The authors explore 4 methods to attribute patient episodes to individual physicians:

  • Plurality provider algorithm.  Assigns a beneficiary to the physician (or practice) who billed for the greatest number of that beneficiary’s evaluation and management visits
  • Plurality primary care physician algorithm.  This method excludes specialist visits and assigns the beneficiary to the primary care physician billing for the most evaluation and management visits.
  • Majority provider algorithm.

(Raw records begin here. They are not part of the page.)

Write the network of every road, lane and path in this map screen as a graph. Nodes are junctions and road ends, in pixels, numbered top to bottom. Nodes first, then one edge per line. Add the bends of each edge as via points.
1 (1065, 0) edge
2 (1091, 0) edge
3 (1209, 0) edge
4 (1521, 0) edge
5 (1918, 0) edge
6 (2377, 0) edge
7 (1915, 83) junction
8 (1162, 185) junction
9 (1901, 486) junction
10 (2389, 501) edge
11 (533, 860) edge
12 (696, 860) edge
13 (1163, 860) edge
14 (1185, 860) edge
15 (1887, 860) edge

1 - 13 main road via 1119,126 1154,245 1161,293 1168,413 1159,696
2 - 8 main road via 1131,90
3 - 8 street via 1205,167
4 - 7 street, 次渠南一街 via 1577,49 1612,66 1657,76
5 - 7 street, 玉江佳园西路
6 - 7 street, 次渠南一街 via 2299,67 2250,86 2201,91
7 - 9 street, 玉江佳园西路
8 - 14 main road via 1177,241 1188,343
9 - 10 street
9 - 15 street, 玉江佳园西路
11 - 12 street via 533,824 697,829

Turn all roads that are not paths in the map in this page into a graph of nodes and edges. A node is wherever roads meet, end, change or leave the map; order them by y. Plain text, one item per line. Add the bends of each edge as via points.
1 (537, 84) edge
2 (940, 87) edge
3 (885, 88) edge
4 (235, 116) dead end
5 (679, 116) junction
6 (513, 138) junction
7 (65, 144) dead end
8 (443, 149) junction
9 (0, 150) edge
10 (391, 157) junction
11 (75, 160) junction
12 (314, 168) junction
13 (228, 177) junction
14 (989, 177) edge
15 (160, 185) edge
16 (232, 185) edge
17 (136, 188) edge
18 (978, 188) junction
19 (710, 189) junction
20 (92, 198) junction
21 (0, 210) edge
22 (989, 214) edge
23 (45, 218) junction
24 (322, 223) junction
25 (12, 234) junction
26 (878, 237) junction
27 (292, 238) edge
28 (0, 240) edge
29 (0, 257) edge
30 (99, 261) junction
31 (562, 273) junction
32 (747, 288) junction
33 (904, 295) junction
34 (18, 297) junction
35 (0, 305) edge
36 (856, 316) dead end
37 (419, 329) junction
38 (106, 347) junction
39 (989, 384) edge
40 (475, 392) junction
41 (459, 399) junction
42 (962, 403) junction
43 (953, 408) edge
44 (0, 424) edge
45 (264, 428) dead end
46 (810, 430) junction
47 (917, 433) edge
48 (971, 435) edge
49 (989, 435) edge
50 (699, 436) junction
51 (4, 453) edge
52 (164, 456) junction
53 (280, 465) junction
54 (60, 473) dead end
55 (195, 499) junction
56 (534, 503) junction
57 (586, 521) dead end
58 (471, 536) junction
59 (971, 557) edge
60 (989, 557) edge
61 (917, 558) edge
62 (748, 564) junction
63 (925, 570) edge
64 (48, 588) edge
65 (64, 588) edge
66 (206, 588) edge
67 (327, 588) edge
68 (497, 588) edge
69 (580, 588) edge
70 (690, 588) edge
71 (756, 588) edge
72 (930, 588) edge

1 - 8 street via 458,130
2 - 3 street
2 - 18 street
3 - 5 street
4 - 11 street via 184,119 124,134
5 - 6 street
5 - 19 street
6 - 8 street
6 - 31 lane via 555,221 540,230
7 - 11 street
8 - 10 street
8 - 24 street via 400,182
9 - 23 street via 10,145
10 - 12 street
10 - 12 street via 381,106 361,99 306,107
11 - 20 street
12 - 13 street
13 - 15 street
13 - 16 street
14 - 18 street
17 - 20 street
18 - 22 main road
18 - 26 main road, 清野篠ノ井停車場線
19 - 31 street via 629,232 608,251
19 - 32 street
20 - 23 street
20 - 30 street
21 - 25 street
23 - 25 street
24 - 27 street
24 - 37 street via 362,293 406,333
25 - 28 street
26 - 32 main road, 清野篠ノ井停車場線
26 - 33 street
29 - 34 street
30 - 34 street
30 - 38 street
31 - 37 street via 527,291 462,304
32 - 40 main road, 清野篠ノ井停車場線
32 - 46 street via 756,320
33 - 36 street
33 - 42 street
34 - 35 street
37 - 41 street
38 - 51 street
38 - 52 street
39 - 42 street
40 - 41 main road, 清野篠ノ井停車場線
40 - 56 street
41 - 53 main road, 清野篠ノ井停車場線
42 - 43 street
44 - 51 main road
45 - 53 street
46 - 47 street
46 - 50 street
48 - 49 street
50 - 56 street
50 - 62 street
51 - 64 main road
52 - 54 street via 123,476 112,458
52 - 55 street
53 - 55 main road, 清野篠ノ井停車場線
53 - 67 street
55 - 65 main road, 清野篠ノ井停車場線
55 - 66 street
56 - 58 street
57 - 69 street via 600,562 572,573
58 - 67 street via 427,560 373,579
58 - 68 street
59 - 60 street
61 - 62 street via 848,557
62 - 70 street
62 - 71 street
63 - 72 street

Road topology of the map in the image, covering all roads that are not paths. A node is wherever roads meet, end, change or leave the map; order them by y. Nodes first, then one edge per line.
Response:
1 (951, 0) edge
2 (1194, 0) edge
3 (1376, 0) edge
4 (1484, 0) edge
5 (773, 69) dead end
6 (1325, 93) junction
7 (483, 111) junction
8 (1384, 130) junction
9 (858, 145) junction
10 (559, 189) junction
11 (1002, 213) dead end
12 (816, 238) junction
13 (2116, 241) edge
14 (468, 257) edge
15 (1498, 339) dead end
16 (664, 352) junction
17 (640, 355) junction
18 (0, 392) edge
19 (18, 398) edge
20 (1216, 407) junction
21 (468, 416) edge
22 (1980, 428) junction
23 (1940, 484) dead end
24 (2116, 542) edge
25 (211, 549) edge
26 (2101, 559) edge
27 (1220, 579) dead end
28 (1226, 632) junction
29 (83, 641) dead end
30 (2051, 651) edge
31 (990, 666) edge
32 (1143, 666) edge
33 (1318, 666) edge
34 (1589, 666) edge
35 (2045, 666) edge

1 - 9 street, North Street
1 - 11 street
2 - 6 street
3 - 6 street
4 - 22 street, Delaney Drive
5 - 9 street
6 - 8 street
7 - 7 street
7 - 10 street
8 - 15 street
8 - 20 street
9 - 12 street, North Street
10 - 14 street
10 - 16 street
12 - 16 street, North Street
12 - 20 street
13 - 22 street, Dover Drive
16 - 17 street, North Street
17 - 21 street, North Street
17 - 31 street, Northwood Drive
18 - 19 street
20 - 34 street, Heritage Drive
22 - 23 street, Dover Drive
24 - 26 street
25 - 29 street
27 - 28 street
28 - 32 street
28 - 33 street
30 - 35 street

Assigns the beneficiary to the provider who billed for the plurality of evaluation and management visits, with the added criterion that the plurality must be at least 50% of those visits.
  • Multiple provider algorithm.  Assigns the beneficiary to all providers who billed for at least 25% of the beneficiary’s evaluation and management visits, thereby allowing the beneficiary’s care to be assigned to more than one provider.

Using these methodologies, Pham and co-authors found that “Between 2000 and 2001, and again between 2001 and 2002, an average of 33% of beneficiaries had a change in their assigned physician, with that assignment changing to a different practice for the vast majority (97%).”

Further, because a physician must account for the majority of the patient’s episode-level visits, many of the physician’s patient visits will be excluded from their score.  In the CTS data from the Pham study, only “39% of a primary care physician’s Medicare patients, and 6% of a medical specialist’s Medicare patients, were assigned to them.”  Patient with chronic illnesses are more likely to have multiple physicians and are less likely to have their care episodes assigned to a primary care physician.

This persistent instability “may decrease the motivation of physicians to invest in long-term improvements in care for patients with chronic conditions (e.g., hiring patient educators), or the ability to target interventions to specific patients, if they perceive that the benefits to patients will take years to accrue and that many of their patients are unlikely to remain assigned to them. Care dispersion may thus limit the motivation of physicians and their ability to improve the quality of care in multiple ways.”